Kandahar said:
OK, but democracy isn't the only alternative to stability. Why not encourage more pro-American regimes? Islamic radicalism isn't a product of the status quo, it's a product of certain leadership. Saddam Hussein, Muommar Qadaffi, Hosni Mubarak, Bashar Assad, Yasser Arafat, and Pervez Musharraf were able to keep their Islamist radicals at bay (with varying degrees of success).
Find one in the Middle East. Our pro-American regimes of the past in the Middle East have turned out to be simple dictators. I will defend America to my last drop of living blood, but I will look reality in the face. The Middle East is decayed and people like Bin Laden, Hussein, Qudaffi, Mubarak, Arafat, Musharraf, and Ahmadinejad are symptoms.
The Cold War deformed American strategic thought and our applied values beyond recognition. From the amoral defender of Europe's rotten empires, we descended to an immoral propping up of every soulless dictator who preferred our payments to those offered by Moscow. We utterly rejected our professed values, consistently struggling against genuine national liberation movements because we saw the hand of Moscow wherever a poor man reached out for food or asked for dignity. At our worst in the Middle East, we unreservedly supported--or enthroned--medieval despots who suppressed popular liberalization efforts, thus driving moderate dissidents into the arms of fanatics. From our diplomatic personnel held hostage in Iran a generation ago, to the 11 September 2001 terrorist attack on the United States, we have suffered for our support of repressive, "stable" regimes that radicalized their own impoverished citizens. In the interests of stability, we looked the other way while secret police tortured and shabby armies massacred their own people, from Iran to Guatemala. (The ousting of Saddam was an act in defiance against that "Old Europe" mentality of maintining stability above all else.)

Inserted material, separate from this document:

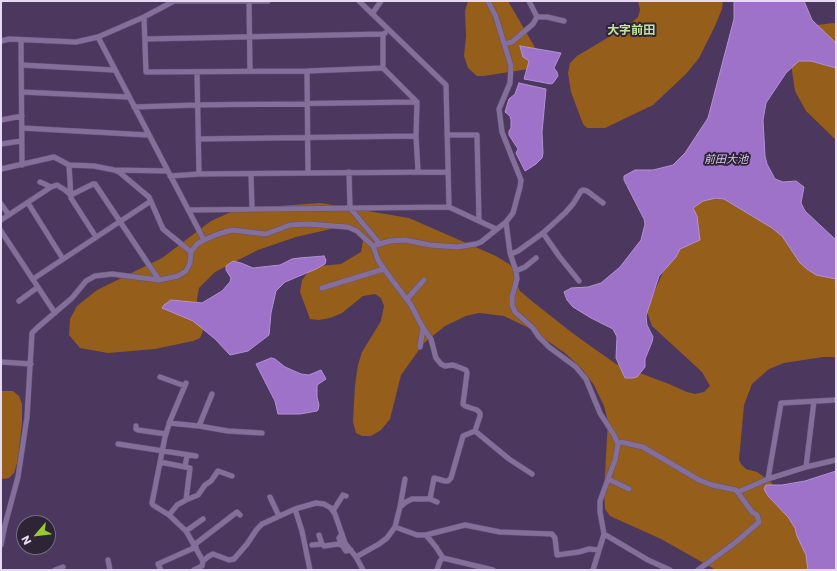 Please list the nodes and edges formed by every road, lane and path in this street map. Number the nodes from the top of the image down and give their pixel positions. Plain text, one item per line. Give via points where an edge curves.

Were we only to apply our own professed ideals where it is rational and possible to do so, we would, indeed, find our way to a better, safer world in time. But we must stop trying to arrest the decomposition of empire's legacy. We are in a period of unprecedented and inevitable global change, and we must learn to accommodate and to help shape local changes constructively. But we cannot prevent the future from arriving.
Democracy is a highly evolved mechanism for maintaining the society we have achieved, but it is not a tool for creating a society worth maintaining. Without good and respected laws, a commitment to essential human rights, and the willingness to honor differences of birth and confession, democracy is just a con game for bullies. Democracy as we know it also may require a certain level of popular affluence. But democracy alone will not bring affluence. Weak, new governments, or those transforming themselves, need training wheels on the bicycle of state, and we try to insist instead that every government should jump on a Harley (their are lessons to be learned from that most endangered state, Pakistan, that should be applied to Iraq). Far from building trust, democracy may shatter the remaining social bonds of weak or brutalized societies, dividing survivors into ethnic or religious factions. The over-hasty imposition of democracy can lead directly to a degeneration in the respect for human rights. Where citizens have not learned to value their collective interests, democracy intensifies ethnic and religious polarization. Democracy must be earned and learned. It cannot be decreed from without.